If I'm not mistaken, 0.33 should be newer than 0.24. Am I wrong?
@Albert What time does it take for Okular to open the file on your system? And what OS, poppler and Okular versions are you using? I can't seem to figure out in which version of what it should work without slowdowns. All systems I tried appeared too slow to me (5 seconds is also slow, since even MuPDF opens it instantly, even on the machine with Okular's 25 seconds.)
(In reply to Ruslan Kabatsayev from comment #18) > If I'm not mistaken, 0.33 should be newer than 0.24. Am I wrong? No, you're correct. (In reply to Ruslan Kabatsayev from comment #19) > @Albert > What time does it take for Okular to open the file on your system? And what > OS, poppler and Okular versions are you using? I can't seem to figure out in > which version of what it should work without slowdowns. All systems I tried > appeared too slow to me (5 seconds is also slow, since even MuPDF opens it > instantly, even on the machine with Okular's 25 seconds.) 4 seconds. poppler 0.35 Okular 0.22.90 mupdf opens it instantly because it basically does "nothing" poppler/qt4/tests/test-poppler-qt4 also opens it in 86 milisseconds, but showing the big table of contents, etc is costly. I'd say there's something wrong in your LFS build.
Does it still take you a long time to open the document with a more recent version of Okular?
(In reply to Blase Johnson from comment #21) > Does it still take you a long time to open the document with a more recent > version of Okular? Still 4 seconds with the document from comment 0 on Kubuntu 18.04. And I don't have any TOC panel open.

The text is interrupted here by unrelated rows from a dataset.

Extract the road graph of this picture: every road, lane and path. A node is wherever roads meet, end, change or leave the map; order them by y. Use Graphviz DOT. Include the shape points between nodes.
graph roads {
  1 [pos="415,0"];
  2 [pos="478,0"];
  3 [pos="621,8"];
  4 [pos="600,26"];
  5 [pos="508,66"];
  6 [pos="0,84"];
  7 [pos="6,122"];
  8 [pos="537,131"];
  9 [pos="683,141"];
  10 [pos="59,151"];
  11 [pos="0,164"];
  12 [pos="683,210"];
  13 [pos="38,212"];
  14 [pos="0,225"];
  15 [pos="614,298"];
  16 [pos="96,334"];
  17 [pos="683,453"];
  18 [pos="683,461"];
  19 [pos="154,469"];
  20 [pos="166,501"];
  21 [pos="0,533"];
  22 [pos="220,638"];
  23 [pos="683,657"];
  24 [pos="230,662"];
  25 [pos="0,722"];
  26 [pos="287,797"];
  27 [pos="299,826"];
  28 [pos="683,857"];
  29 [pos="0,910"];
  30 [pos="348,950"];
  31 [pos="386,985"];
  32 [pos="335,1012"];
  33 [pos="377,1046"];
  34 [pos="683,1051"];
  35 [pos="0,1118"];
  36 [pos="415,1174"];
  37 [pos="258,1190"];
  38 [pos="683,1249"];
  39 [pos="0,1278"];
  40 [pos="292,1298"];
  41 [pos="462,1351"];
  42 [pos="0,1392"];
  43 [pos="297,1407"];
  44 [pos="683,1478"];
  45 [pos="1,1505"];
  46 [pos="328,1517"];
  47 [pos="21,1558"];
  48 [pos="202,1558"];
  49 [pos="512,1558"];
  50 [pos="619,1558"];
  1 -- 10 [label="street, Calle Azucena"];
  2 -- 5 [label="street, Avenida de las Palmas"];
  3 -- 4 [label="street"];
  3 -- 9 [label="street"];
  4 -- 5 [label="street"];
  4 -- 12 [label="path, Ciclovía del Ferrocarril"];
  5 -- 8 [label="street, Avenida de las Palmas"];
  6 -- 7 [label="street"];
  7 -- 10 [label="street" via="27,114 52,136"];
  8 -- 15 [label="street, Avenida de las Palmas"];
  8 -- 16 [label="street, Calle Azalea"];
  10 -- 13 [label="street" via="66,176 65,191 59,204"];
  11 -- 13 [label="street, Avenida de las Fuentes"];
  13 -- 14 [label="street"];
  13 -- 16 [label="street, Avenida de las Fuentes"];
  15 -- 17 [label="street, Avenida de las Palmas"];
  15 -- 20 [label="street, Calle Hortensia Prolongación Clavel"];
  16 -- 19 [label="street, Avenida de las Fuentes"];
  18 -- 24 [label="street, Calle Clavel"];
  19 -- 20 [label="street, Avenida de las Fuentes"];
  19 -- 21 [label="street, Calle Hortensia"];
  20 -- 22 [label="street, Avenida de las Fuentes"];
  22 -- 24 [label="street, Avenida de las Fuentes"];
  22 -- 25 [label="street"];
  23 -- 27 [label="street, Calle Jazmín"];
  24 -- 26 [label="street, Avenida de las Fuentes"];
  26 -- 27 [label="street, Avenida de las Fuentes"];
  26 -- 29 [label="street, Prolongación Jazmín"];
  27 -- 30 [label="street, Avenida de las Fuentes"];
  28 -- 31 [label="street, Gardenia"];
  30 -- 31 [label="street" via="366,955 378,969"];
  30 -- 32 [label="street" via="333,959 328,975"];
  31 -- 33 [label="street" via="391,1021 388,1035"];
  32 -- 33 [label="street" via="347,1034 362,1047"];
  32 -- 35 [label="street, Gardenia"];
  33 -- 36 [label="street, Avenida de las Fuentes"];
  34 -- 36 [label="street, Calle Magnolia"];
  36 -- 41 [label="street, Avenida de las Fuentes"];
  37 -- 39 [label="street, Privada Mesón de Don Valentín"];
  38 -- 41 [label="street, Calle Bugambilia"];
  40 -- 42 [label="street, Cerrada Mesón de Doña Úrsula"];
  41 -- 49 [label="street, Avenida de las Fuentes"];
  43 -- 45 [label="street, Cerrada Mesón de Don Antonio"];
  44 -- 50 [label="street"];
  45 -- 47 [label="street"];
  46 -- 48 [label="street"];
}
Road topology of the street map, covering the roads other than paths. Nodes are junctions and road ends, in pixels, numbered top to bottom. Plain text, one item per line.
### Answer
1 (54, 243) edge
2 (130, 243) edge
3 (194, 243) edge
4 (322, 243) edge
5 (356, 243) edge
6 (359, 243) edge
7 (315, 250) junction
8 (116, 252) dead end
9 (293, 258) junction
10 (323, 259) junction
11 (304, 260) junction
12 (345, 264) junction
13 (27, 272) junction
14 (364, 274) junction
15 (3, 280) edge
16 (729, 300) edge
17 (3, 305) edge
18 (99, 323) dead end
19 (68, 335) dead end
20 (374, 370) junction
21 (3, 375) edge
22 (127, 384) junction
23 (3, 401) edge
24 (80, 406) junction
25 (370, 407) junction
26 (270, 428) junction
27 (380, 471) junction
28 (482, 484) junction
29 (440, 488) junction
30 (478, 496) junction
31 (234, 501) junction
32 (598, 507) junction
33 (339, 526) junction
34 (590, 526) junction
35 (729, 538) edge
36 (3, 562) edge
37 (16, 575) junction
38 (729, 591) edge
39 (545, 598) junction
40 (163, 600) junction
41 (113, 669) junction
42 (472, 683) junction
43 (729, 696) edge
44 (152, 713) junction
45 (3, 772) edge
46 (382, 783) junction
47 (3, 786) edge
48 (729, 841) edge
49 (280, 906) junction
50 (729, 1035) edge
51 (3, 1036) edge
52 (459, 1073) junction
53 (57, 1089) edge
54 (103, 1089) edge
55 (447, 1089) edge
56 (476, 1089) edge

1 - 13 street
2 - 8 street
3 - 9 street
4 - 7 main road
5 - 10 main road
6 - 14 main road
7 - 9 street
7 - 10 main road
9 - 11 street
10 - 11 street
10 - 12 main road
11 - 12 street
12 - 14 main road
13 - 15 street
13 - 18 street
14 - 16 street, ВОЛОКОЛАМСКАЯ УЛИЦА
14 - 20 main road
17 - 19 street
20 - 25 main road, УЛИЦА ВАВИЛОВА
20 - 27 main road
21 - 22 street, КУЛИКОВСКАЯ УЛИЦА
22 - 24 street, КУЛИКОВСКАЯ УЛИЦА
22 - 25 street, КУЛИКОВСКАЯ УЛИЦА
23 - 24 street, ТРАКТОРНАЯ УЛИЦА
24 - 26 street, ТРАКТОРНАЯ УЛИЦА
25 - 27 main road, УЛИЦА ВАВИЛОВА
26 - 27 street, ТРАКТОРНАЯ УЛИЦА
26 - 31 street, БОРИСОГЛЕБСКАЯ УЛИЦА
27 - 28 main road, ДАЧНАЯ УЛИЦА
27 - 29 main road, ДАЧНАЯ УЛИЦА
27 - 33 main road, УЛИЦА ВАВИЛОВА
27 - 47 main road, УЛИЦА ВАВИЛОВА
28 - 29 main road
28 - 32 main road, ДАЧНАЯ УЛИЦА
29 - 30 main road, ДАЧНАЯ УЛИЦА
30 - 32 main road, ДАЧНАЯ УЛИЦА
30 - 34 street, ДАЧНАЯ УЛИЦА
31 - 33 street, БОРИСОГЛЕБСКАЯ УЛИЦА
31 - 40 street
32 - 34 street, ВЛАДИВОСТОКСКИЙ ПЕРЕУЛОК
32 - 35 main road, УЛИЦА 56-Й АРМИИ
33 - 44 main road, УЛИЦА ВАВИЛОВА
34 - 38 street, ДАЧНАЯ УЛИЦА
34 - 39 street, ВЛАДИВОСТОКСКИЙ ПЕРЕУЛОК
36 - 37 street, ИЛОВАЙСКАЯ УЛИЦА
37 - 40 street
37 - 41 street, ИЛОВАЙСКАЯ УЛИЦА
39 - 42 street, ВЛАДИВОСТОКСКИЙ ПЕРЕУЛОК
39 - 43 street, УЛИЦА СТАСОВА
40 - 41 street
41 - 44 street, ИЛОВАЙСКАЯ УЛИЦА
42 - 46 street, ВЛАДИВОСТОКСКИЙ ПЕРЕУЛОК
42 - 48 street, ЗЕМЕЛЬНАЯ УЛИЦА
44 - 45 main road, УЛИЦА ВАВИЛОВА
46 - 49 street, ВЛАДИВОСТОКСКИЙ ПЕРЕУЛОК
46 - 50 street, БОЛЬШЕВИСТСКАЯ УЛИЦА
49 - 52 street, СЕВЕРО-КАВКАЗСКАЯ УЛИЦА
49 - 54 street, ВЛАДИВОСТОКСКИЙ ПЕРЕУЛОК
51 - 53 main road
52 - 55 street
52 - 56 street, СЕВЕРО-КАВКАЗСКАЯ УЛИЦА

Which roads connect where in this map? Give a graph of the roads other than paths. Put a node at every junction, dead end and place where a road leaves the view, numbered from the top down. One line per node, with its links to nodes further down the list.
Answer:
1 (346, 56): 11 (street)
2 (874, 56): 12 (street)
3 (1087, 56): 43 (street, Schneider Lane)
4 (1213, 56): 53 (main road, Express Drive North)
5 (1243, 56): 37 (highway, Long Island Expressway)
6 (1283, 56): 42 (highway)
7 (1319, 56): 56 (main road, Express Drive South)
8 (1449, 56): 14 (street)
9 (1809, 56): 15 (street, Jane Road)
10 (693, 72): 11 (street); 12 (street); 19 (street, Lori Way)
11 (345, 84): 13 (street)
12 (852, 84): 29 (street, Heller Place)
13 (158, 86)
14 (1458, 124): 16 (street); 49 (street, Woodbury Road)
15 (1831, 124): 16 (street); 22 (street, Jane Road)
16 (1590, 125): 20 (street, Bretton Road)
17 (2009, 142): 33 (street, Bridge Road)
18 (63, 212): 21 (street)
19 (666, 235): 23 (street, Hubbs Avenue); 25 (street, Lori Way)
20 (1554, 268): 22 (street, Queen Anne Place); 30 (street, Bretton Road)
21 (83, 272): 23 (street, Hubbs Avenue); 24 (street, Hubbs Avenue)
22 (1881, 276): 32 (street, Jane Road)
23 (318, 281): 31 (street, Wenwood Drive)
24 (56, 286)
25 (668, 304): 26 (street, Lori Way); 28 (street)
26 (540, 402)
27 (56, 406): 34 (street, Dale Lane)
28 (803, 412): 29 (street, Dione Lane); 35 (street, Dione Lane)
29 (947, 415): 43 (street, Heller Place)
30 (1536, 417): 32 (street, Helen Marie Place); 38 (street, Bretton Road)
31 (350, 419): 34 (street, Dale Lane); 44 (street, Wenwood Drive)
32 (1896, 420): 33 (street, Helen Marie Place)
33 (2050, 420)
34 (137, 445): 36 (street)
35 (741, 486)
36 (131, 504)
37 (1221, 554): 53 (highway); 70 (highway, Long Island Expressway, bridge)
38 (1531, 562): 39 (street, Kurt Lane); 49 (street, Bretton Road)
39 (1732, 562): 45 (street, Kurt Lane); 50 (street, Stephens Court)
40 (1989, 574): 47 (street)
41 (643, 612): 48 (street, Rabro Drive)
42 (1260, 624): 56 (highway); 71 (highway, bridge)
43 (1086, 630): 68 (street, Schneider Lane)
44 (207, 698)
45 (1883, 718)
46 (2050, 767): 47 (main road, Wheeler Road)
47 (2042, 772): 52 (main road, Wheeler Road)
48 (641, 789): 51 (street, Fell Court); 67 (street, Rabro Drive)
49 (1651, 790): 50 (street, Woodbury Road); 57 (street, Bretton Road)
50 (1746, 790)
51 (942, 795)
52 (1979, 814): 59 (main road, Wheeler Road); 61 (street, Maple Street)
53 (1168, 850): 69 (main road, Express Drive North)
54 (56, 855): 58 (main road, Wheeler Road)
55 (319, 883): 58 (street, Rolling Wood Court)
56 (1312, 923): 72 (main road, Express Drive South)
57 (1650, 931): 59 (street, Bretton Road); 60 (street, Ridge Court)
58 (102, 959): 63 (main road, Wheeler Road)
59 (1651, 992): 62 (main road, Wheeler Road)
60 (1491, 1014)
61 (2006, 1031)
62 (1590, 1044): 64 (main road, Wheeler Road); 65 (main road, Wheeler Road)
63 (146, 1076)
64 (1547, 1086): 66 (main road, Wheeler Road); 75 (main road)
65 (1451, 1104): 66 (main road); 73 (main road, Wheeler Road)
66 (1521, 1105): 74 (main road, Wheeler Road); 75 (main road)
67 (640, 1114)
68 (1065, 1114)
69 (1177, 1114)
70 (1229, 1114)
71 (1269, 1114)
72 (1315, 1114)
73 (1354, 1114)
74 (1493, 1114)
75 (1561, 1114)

I can open that document in about 2 seconds.
Dear Bug Submitter, This bug has been in NEEDSINFO status with no change for at least 15 days. Please provide the requested information as soon as possible and set the bug status as REPORTED. Due to regular bug tracker maintenance, if the bug is still in NEEDSINFO status with no change in 30 days the bug will be closed as RESOLVED > WORKSFORME due to lack of needed information. For more information about our bug triaging procedures please read the wiki located here: https://community.kde.org/Guidelines_and_HOWTOs/Bug_triaging If you have already provided the requested information, please mark the bug as REPORTED so that the KDE team knows that the bug is ready to be confirmed. Thank you for helping us make KDE software even better for everyone!
The information requested in comment #21 was added with comment #22; changing status for inspection.
There is a way to use MuPDF as backend in Okular, [1] and it can render the pages in the test document (Intel's System Programming Guide) very quickly. [1] https://github.com/gustawho/okular-backend-mupdf
Created attachment 147993 [details] video of slow PDF page rendering Okular 21.12.3 Qt Versione 5.15.3 (compilato con 5.15.3) KDE Frameworks Versione 5.92.0 I get this slow PDF page rendering issue on recently-scanned Archive.org PDFs. Not all scanned PDFs have this issue for me; it seems to be just the ones with layers. (DjVus are much faster!)